Sociogenomic Approach to Wound Care: A New Patient-Centered Paradigm

Chandan K Sen 1,*, Sashwati Roy 1
PMCID: PMC6798796  PMID: 31637098

Abstract

Psychoneuroendocrinology studies provided first insight into social determinants of wound healing. Social stressors impede wound healing. In 2005, we first reported that the transcriptome of wound-site neutrophil is highly responsive to psychological stress in young men. Bioinformatics processing of transcriptome-wide data from neutrophils provided first insight into social transduction pathways relevant to wound healing. In 2010, Idaghdour et al. presented striking evidence demonstrating that genetic factors are responsible for only 5% of the variation in genomic expression. In contrast, the living environment of the individual, urban or rural, was responsible for as much as 50% of such variation. Genetic and environmental factors acted in a largely additive manner. This observation may be credited as the foundation stone of human social genomics. The environment of a patient, including social factors, influences gene expression relevant to wound healing.
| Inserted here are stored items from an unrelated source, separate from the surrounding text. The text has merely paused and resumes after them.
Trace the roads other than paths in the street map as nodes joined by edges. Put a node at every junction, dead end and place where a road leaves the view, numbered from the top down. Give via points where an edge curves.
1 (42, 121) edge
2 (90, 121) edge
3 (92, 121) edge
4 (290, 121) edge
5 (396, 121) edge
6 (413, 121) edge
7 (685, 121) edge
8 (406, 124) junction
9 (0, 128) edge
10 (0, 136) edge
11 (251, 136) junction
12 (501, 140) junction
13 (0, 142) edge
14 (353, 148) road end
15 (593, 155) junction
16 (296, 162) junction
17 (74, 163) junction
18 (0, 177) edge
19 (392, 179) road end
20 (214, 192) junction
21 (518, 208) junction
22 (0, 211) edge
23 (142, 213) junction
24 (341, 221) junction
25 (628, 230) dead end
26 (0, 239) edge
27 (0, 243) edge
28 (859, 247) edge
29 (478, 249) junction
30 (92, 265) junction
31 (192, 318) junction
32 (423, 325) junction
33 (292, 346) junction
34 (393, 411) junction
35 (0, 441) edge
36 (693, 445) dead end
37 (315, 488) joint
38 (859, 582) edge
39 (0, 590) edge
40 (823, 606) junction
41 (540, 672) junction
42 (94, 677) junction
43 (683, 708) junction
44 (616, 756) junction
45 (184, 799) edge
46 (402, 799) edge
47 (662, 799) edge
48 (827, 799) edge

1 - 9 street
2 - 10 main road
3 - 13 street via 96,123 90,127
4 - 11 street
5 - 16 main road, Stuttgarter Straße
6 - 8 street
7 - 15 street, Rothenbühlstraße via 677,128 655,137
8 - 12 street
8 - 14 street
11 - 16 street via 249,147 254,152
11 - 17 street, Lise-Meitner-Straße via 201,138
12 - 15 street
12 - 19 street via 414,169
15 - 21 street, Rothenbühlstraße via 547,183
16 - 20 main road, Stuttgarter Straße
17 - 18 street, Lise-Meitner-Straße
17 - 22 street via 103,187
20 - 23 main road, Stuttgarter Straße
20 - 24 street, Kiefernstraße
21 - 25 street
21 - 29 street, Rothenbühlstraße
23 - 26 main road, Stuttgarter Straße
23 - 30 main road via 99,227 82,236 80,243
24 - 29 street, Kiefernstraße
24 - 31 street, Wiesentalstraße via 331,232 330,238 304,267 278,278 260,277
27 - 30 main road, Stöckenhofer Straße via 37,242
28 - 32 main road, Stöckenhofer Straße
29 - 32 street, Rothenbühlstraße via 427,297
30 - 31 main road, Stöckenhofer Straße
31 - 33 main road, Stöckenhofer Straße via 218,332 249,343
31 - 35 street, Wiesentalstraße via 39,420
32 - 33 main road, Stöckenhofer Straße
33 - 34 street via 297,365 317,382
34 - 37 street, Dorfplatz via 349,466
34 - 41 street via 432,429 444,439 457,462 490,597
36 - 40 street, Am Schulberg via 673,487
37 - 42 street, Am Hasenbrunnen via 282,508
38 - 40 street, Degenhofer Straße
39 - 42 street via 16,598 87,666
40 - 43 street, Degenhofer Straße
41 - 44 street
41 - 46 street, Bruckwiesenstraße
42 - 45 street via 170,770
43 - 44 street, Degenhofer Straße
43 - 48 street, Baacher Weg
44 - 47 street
The nonhealing wound itself and its worsening outcome, including pain, are likely to cause stress. Conversely, positive social interactions may circumvent barriers to wound healing. Thus, interventions directed at the social environment of a wound care patient are likely to help manage wound chronicity. The genomic and related Big Data technology platforms have vastly improved during the past 5 years during which these technologies have also become widely accessible and affordable. Thus, this is the right time to revisit the choice of technologies for the study of social genomics of wound healing. Against the backdrop of our current understanding of the mechanisms of wound healing, such precision approach is likely to transform wound care and its outcomes making it patient-centered and, therefore, more effective.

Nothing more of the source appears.